== DATA SUPPLIED
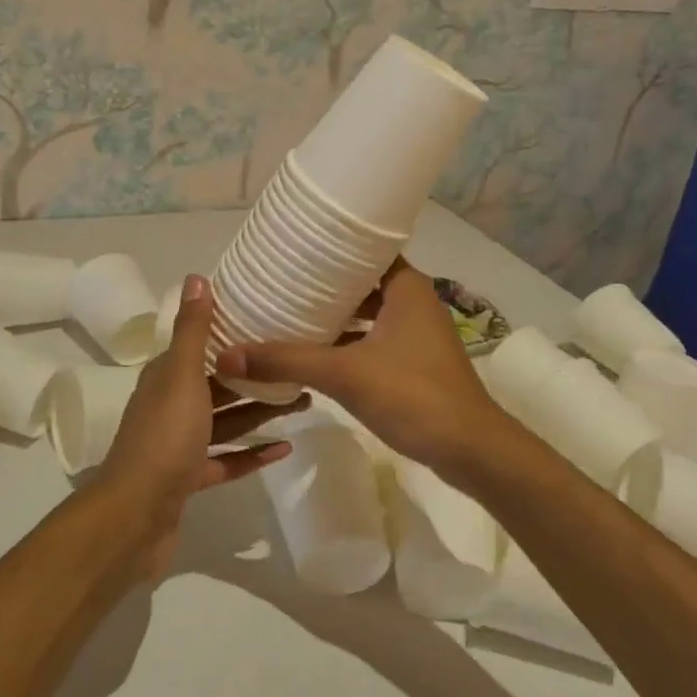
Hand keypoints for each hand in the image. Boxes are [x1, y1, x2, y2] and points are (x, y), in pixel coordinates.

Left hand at [99, 275, 303, 581]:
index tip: (271, 324)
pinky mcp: (189, 480)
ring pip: (226, 422)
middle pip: (219, 385)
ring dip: (259, 411)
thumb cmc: (163, 438)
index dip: (232, 335)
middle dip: (256, 376)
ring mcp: (179, 446)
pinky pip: (226, 461)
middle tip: (299, 367)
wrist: (134, 516)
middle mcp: (170, 406)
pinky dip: (252, 454)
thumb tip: (196, 277)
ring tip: (303, 401)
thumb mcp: (181, 377)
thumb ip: (193, 331)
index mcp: (166, 378)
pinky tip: (284, 448)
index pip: (200, 347)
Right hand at [213, 260, 507, 473]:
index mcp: (406, 287)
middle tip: (281, 279)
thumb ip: (287, 361)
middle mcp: (414, 301)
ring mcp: (417, 333)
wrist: (470, 450)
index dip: (330, 246)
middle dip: (325, 282)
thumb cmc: (413, 395)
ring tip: (290, 311)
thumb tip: (226, 355)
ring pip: (368, 312)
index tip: (292, 246)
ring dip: (336, 314)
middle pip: (363, 281)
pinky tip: (317, 352)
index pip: (365, 248)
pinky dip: (348, 340)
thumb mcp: (344, 374)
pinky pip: (374, 338)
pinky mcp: (415, 362)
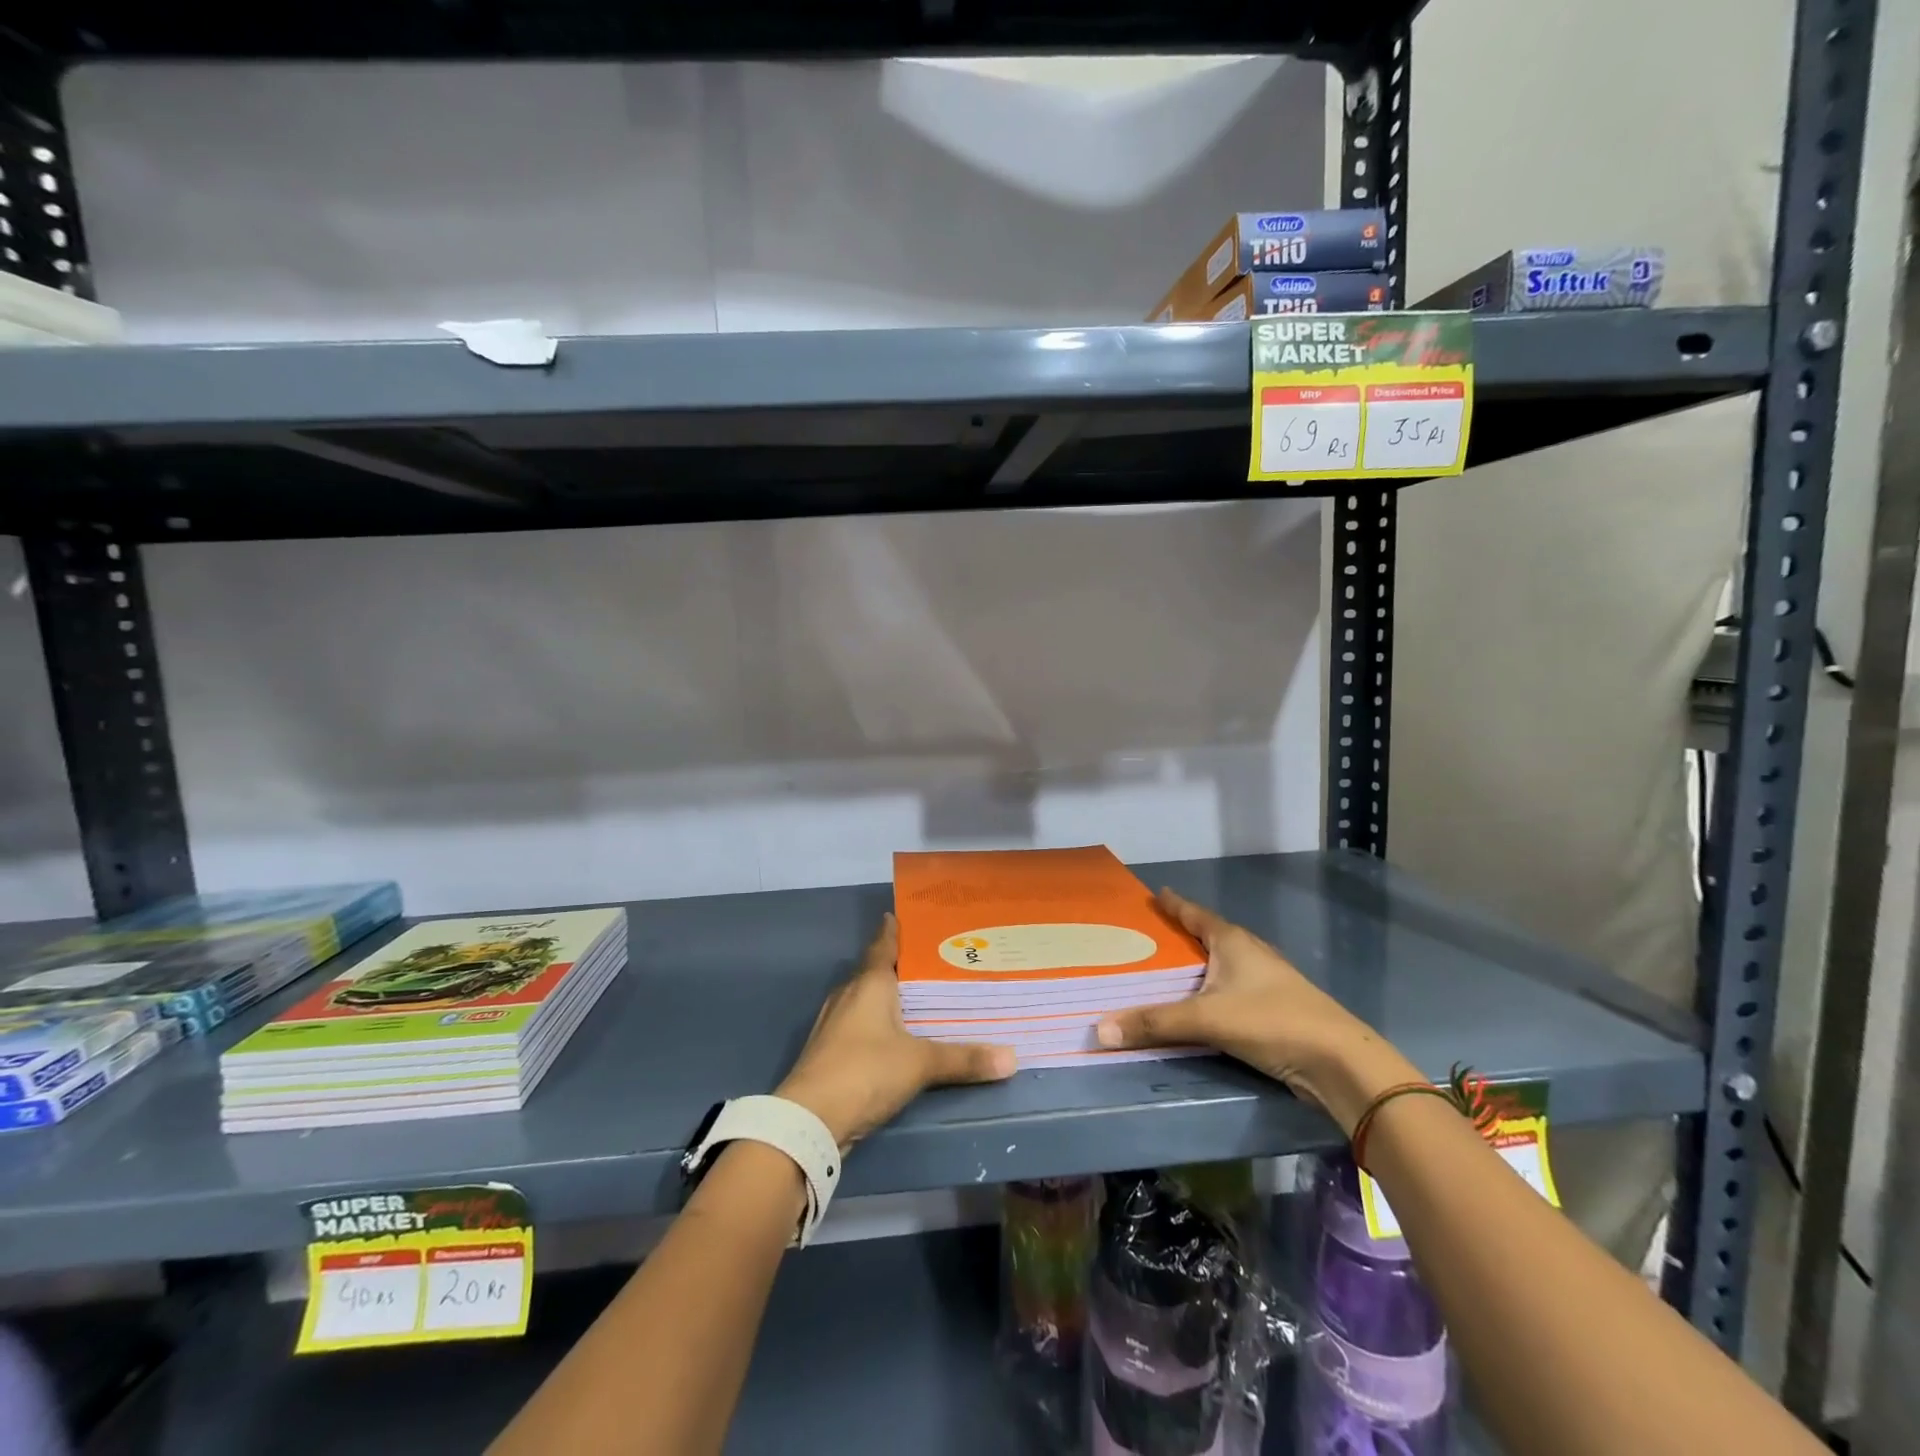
====
▶ _EXERCISE AIM_
Copy the lines exactly. Start at the line with "thumb mcp: (181, 377)", end at the last line above, include both, and omit all pictures.

▶ _SOLUTION TO THE PROBLEM_
thumb mcp: (181, 377)
thumb ip: (193, 331)
index mcp: (166, 378)
pinky tip: (284, 448)
index pip: (200, 347)
Right hand at [213, 260, 507, 473]:
index mcp: (406, 287)
middle tip: (281, 279)
thumb ip: (287, 361)
middle mcp: (414, 301)
ring mcp: (417, 333)
wrist: (470, 450)
index dip: (330, 246)
middle dip: (325, 282)
thumb cmc: (413, 395)
ring tip: (290, 311)
thumb tip: (226, 355)
ring pip: (368, 312)
index tip: (292, 246)
ring dip: (336, 314)
middle pip: (363, 281)
pinky tip: (317, 352)
index pip: (365, 248)
pinky dip: (348, 340)
thumb mcp: (344, 374)
pinky pip: (374, 338)
pinky mcp: (415, 362)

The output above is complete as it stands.